━━ Data extract ━━
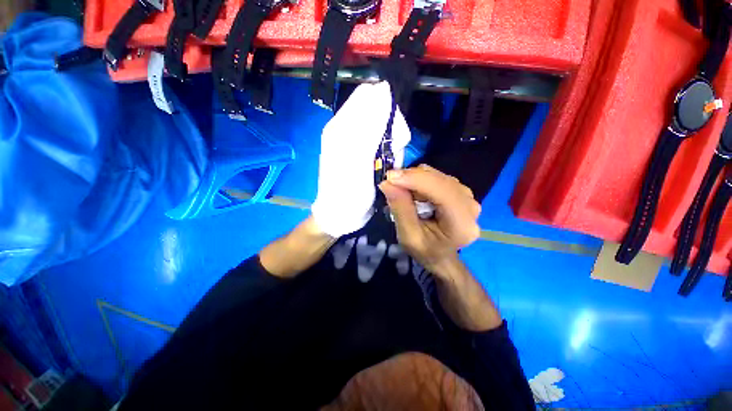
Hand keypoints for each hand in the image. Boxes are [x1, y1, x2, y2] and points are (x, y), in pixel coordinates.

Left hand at [311, 82, 410, 237]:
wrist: (341, 215)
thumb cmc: (348, 191)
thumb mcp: (358, 159)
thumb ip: (369, 125)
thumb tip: (382, 90)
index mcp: (341, 126)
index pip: (369, 96)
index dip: (387, 109)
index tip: (393, 133)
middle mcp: (347, 130)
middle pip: (380, 112)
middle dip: (392, 131)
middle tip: (391, 153)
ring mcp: (356, 142)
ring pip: (385, 130)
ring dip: (393, 146)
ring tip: (387, 164)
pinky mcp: (364, 154)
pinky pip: (384, 145)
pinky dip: (390, 154)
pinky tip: (386, 166)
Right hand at [378, 165, 480, 275]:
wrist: (440, 256)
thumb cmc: (425, 250)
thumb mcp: (408, 236)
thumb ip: (400, 208)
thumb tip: (387, 182)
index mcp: (462, 223)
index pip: (441, 191)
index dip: (415, 180)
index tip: (390, 177)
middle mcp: (470, 205)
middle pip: (439, 179)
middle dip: (411, 179)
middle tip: (391, 185)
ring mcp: (467, 196)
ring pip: (436, 175)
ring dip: (415, 180)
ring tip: (403, 194)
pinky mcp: (459, 190)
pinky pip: (436, 177)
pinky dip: (420, 181)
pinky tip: (414, 193)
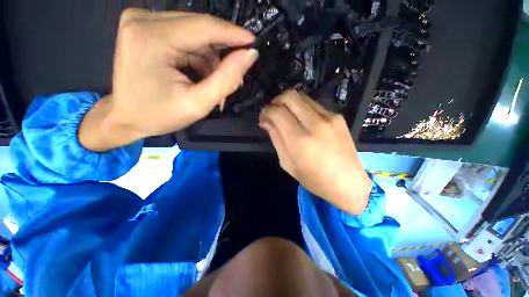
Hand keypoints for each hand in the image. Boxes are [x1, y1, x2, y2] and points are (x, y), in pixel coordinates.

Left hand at [80, 9, 257, 150]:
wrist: (125, 118)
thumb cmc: (160, 115)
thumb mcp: (198, 103)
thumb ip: (226, 79)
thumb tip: (249, 55)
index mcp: (152, 38)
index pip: (204, 27)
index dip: (233, 34)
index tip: (253, 43)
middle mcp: (144, 19)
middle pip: (199, 28)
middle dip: (221, 53)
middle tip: (234, 76)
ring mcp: (142, 20)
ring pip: (194, 33)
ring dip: (209, 58)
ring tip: (213, 83)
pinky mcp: (145, 27)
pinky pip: (183, 36)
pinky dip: (197, 56)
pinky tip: (200, 75)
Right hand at [259, 90, 370, 214]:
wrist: (348, 182)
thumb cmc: (313, 179)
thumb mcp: (287, 163)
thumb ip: (276, 138)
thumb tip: (266, 121)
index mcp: (299, 141)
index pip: (277, 112)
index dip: (266, 111)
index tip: (264, 117)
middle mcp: (314, 125)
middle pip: (290, 96)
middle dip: (276, 101)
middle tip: (273, 112)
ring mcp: (329, 118)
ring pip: (302, 96)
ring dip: (289, 103)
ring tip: (286, 115)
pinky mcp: (338, 117)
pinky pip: (313, 105)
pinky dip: (302, 108)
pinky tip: (302, 120)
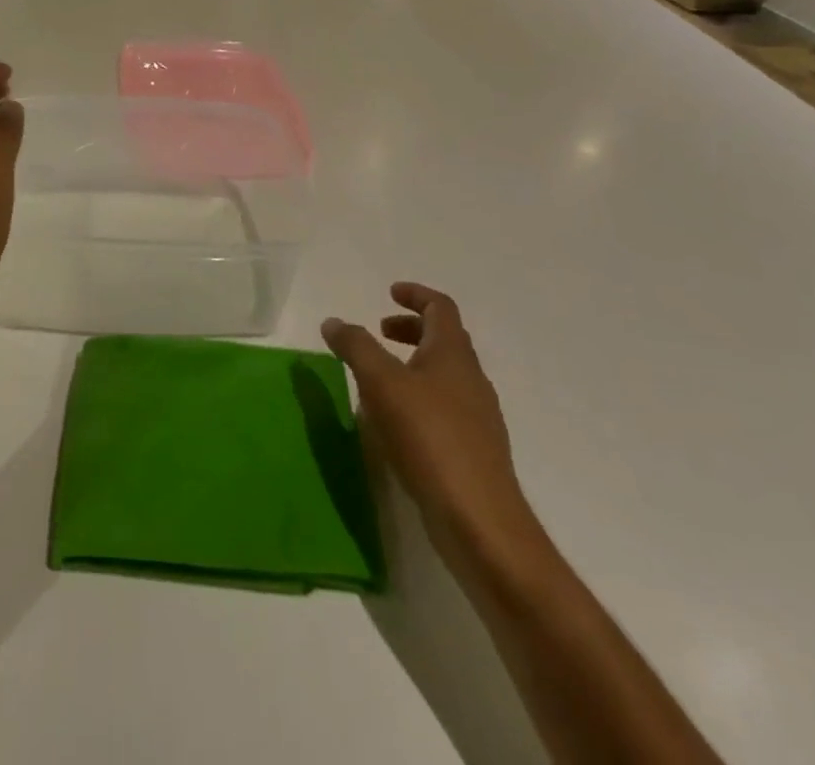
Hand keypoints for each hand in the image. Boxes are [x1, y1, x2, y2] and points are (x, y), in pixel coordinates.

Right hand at [323, 285, 537, 560]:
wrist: (480, 521)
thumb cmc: (430, 438)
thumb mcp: (382, 383)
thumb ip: (356, 347)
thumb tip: (334, 322)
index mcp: (453, 354)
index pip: (441, 307)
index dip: (416, 295)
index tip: (389, 292)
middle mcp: (471, 378)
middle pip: (444, 338)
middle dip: (411, 328)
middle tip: (379, 331)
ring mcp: (478, 417)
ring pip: (445, 374)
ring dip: (414, 364)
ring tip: (380, 377)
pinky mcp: (474, 450)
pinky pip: (445, 407)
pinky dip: (419, 397)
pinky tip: (396, 422)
━━━
=== Task details ===
Would you repeat exactly, and only, the lines from the start of the records above through the line containing "thumb tip: (382, 90)", with the pictures omitted?

=== Exercise solution ===
Hand keypoints for each hand in the image. Boxes are [x1, y1, x2, y2] and points are (x, y), in pixel coordinates.

Left hand at [311, 82, 410, 237]:
wrist: (341, 215)
thumb cmc: (348, 191)
thumb mcp: (358, 159)
thumb ip: (369, 125)
thumb tip: (382, 90)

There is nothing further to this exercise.